The other part we’re working with them on is making sure that patients keep their appointments for their lab work—that that also is flagged. Sometimes patients get lost; they’re ill or change their mind or can’t get a ride to the lab, and so patients who go on that same Coumadin dose for a period of time and can actually be at a high risk. Hopefully, we’ll reduce the risk of patient injury and death. We’re very excited about it, and it should be really good for patients.

What factors must a physician look at in evaluating their practice’s current or proposed medical technologies for integrating patient safety and measurable risk reduction strategies?

What each provider should be looking at for patient safety is the responsiveness of their EMR system; it needs to be something they can tweak and change related to changes in practice and best practices, so that as they learn something that someone else is doing—for example the work that we’re doing with the anti-coagulation management at InterMed—they would be able to make those changes. And a lot of times, it’s the big vendor who doesn’t have someone to respond to them in a timely matter. So they develop workarounds that end up defeating the purpose of the EMR.

I think the EMR has to be user-friendly—a system that uses the flags that we talked about, rather than relying on the provider to go in and find the data. Physicians are so busy seeing so many patients that they need to have a system that helps them get the information they need.

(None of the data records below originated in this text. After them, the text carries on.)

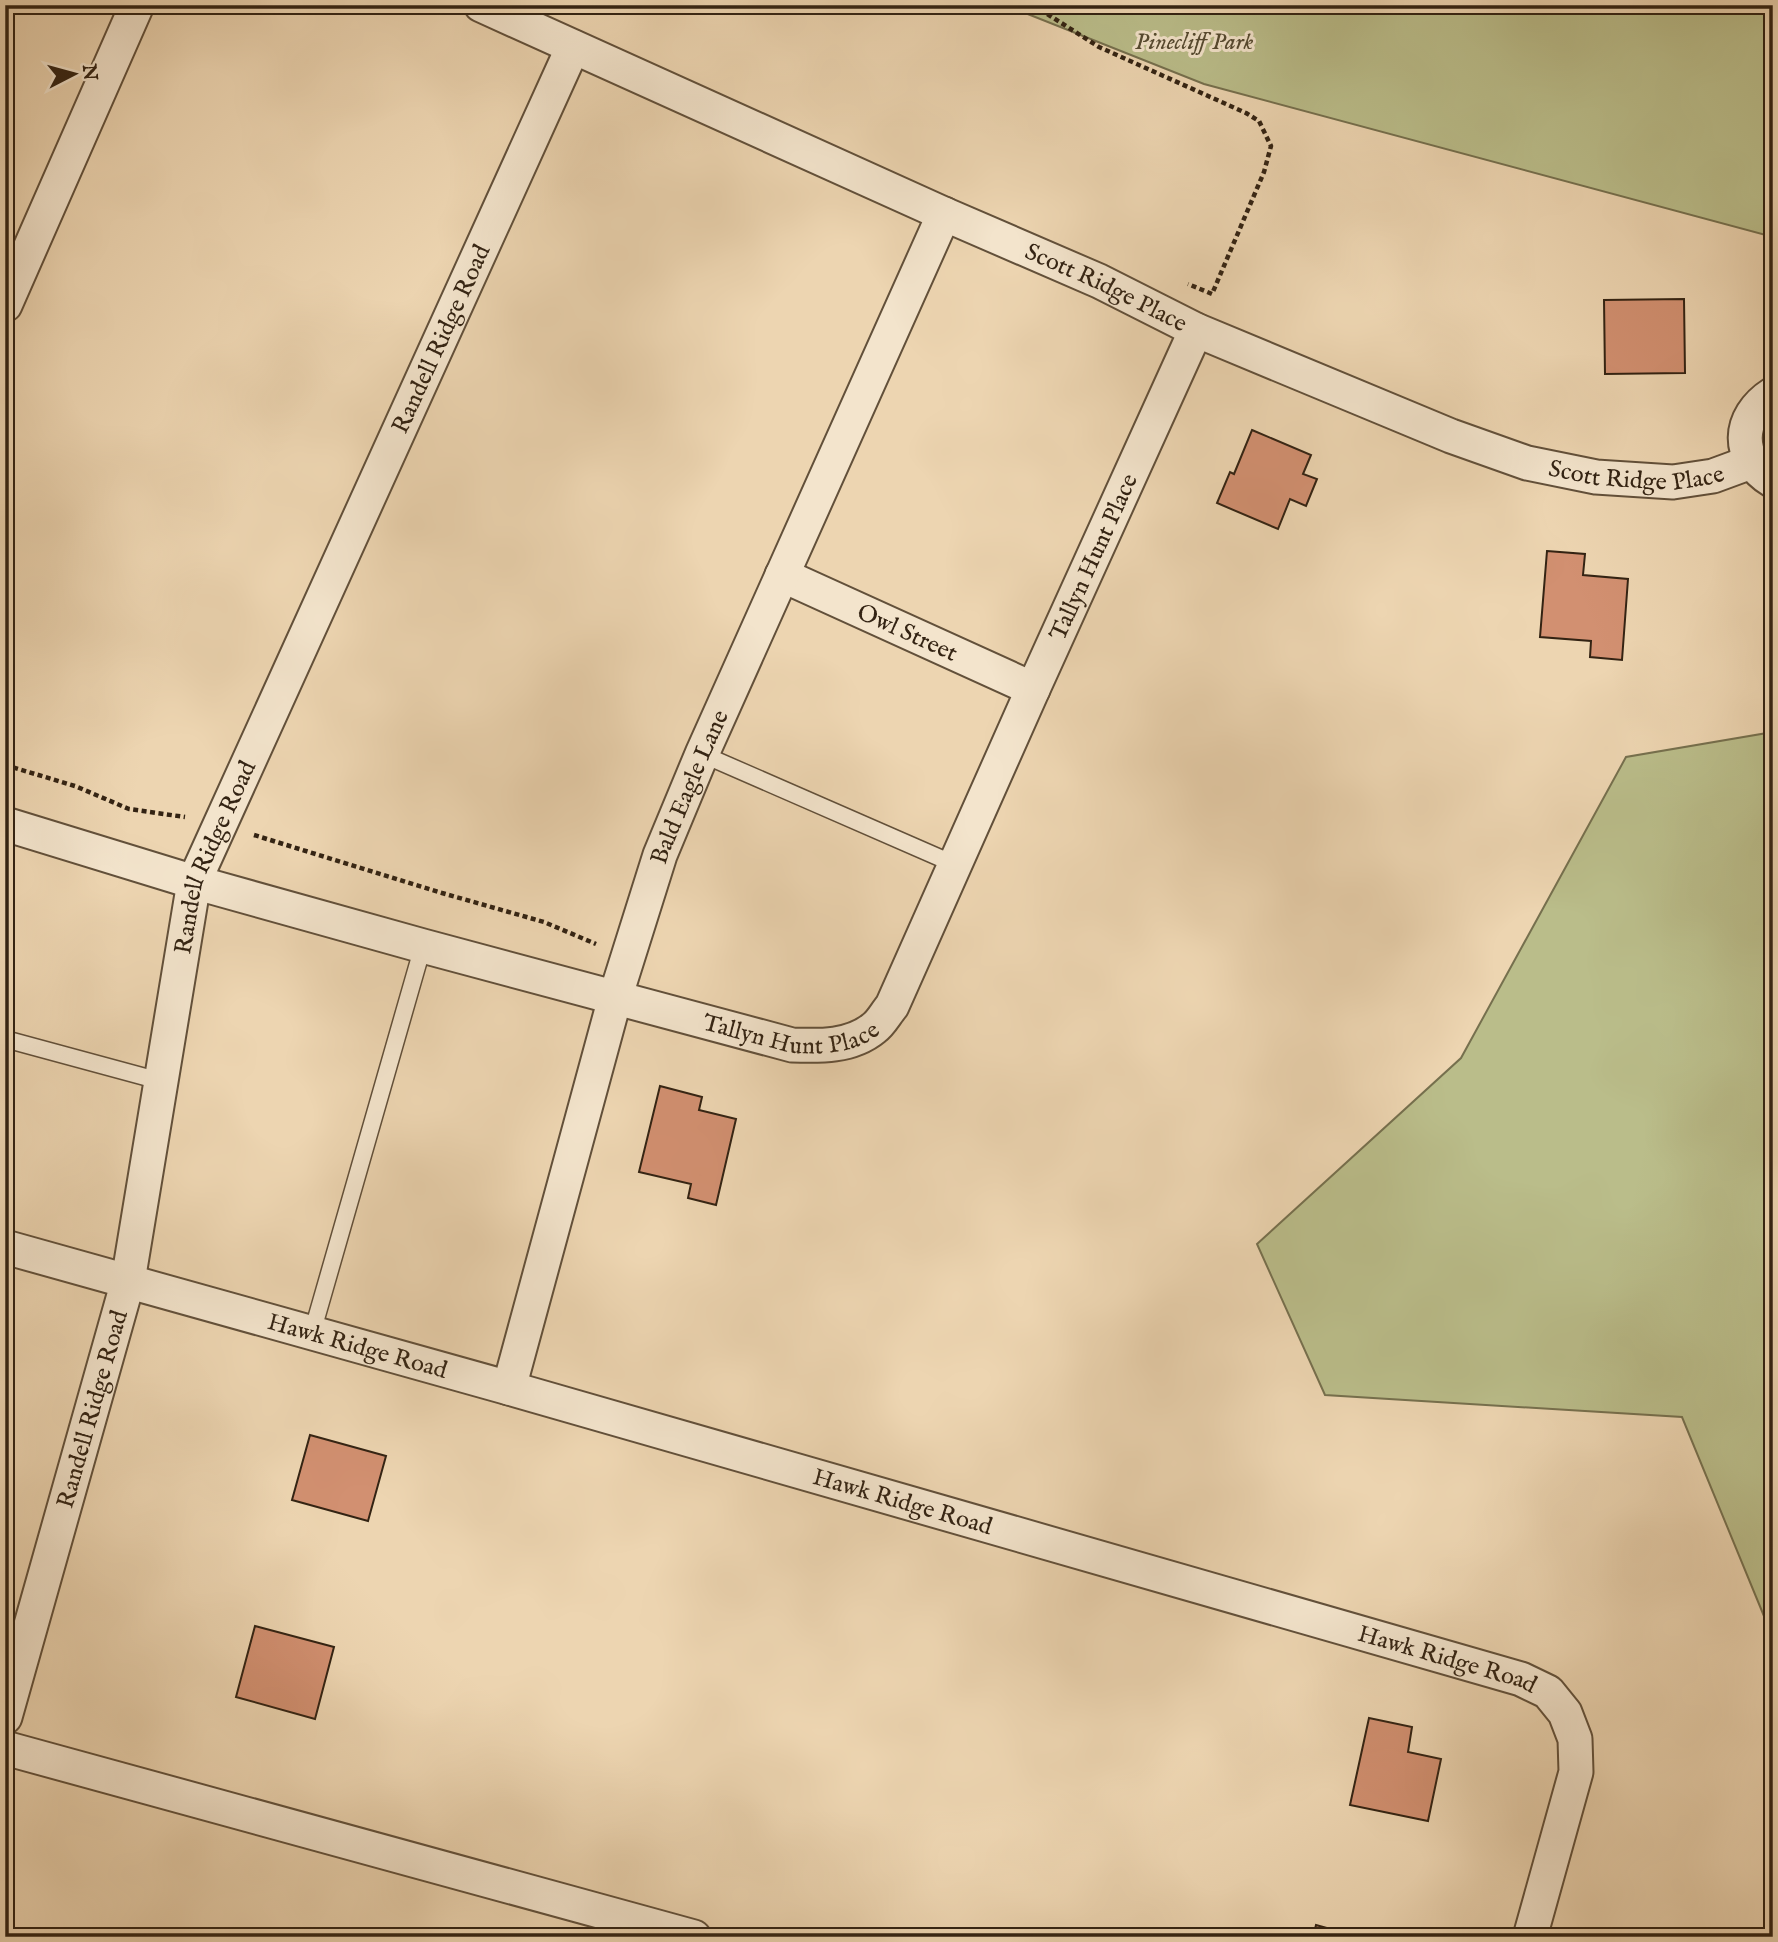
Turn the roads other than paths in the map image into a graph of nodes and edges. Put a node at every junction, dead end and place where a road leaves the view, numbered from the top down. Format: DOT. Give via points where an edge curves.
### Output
graph roads {
  1 [pos="137,5"];
  2 [pos="481,5"];
  3 [pos="573,47"];
  4 [pos="944,214"];
  5 [pos="5,305"];
  6 [pos="1196,330"];
  7 [pos="1773,394"];
  8 [pos="1762,472"];
  9 [pos="782,575"];
  10 [pos="1032,689"];
  11 [pos="702,754"];
  12 [pos="5,824"];
  13 [pos="954,864"];
  14 [pos="194,881"];
  15 [pos="422,946"];
  16 [pos="614,998"];
  17 [pos="5,1039"];
  18 [pos="160,1081"];
  19 [pos="5,1247"];
  20 [pos="128,1281"];
  21 [pos="312,1333"];
  22 [pos="509,1388"];
  23 [pos="5,1717"];
  24 [pos="5,1748"];
  25 [pos="694,1937"];
  26 [pos="1530,1937"];
  1 -- 5 [label="street"];
  2 -- 3 [label="street, Scott Ridge Place"];
  3 -- 4 [label="street, Scott Ridge Place"];
  3 -- 14 [label="street, Randell Ridge Road"];
  4 -- 6 [label="street, Scott Ridge Place" via="1099,281"];
  4 -- 9 [label="street, Bald Eagle Lane"];
  6 -- 8 [label="street, Scott Ridge Place" via="1527,463 1596,477 1673,482"];
  6 -- 10 [label="street, Tallyn Hunt Place"];
  7 -- 8 [label="street, Scott Ridge Place" via="1751,415 1746,430 1745,447"];
  9 -- 10 [label="street, Owl Street"];
  9 -- 11 [label="street, Bald Eagle Lane"];
  10 -- 13 [label="street, Tallyn Hunt Place"];
  11 -- 13 [label="lane"];
  11 -- 16 [label="street, Bald Eagle Lane" via="660,855"];
  12 -- 14 [label="street, Tallyn Hunt Place"];
  13 -- 16 [label="street, Tallyn Hunt Place" via="892,1006 875,1028 851,1042 792,1045"];
  14 -- 15 [label="street, Tallyn Hunt Place"];
  14 -- 18 [label="street, Randell Ridge Road"];
  15 -- 16 [label="street, Tallyn Hunt Place"];
  15 -- 21 [label="lane"];
  16 -- 22 [label="street, Bald Eagle Lane"];
  17 -- 18 [label="lane"];
  18 -- 20 [label="street, Randell Ridge Road"];
  19 -- 20 [label="street, Hawk Ridge Road"];
  20 -- 21 [label="street, Hawk Ridge Road"];
  20 -- 23 [label="street, Randell Ridge Road"];
  21 -- 22 [label="street, Hawk Ridge Road"];
  22 -- 26 [label="street, Hawk Ridge Road" via="1521,1679 1548,1692 1565,1713 1575,1739 1576,1772"];
  24 -- 25 [label="street"];
}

Another thing to look at is the use of documentation in the system. Providers should see how easy it is to use check boxes. That relates to the templates they’re using; they need to have customized templates for their particular specialty. My favorite example comes up in pediatrics, if you look at the chart and it’s a boiler plate for an adult in internal medicine and it says the 5 year old libido is in tact, the doctor can’t possibly have checked that. The credibility is at stake. Physicians see it as you point it out to them, and they want to use the EMR because they see the value of it, but they need to make sure it’s meeting their particular needs.

The final thing is checks and balances, and that sort of goes with the tracking system as follow up. That’s something that we as a professional liability insurer really look at; tracking of the lab work, tracking of tests, follow up of the abnormals, tracking and following of patients who don’t keep their appointments—it has to be an active, almost aggressive, system to work with the providers to make sure they’re following their patients as closely as possible.

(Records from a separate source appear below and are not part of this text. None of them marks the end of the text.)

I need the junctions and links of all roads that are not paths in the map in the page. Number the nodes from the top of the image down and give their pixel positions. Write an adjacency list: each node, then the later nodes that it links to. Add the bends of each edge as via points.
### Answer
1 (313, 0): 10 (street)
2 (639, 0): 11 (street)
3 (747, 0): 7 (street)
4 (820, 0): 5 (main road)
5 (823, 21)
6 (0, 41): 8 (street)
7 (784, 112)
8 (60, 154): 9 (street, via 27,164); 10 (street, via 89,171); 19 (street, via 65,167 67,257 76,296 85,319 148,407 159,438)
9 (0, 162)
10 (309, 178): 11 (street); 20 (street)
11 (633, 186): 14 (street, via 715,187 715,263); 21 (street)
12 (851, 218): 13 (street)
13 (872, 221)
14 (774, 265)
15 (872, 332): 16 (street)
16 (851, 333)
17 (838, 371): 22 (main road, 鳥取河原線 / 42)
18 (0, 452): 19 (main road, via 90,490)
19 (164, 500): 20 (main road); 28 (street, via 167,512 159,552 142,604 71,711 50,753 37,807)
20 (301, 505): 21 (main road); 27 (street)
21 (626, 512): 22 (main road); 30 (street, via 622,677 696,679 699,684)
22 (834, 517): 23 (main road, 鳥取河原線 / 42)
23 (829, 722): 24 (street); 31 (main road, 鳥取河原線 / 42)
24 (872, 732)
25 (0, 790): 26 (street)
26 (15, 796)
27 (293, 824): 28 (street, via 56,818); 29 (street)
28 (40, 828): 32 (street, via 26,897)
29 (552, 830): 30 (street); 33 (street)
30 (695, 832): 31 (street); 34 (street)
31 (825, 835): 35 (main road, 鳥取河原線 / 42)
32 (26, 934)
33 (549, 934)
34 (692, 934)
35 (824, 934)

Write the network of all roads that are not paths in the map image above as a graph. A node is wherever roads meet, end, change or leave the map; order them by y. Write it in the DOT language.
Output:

What key take-away points will attendees of your presentation gain?

Providers need a champion when they’re implementing an EMR system, and I think that’s something that’s consistent no matter with whom you speak. They need someone who is well respected—not necessarily the older physician who is afraid of the changes, because there is a lot of fear of the unknown, or the new, young physician right out of med school who can text with their eyes closed, but someone who has some clinical credibility and can dedicate time to work on it.

We recommend a single EMR system throughout the practice. I mentioned earlier our issues with the health information exchange; that was a major problem, because not everyone was on the same page and not everybody was able to use the same system, and that whole integration of data and the flow of information from the hospital, to the lab, to the provider, to the specialist was really, really a problem.

Physicians need to take time to plan very, very carefully. We recommend that they be very specific about what they want and need and make sure everything is communicated to their vendors. I understand from InterMed that they did a 60-page RFP when they were looking for their EMR system. They did a lot of due-diligence.

EMR users need to continue to test as they go along, correct the errors, get the feedback, and act on it.

The bottom line is to be patient and persistent, physicians who are implementing an EMR system truly will need both. We’ve found that in order to be done right, it has to be done slowly and with all the input from the providers and all the users, and there needs to be someone who is willing to act on it. And they need a vendor that is receptive and responsive to those particular needs.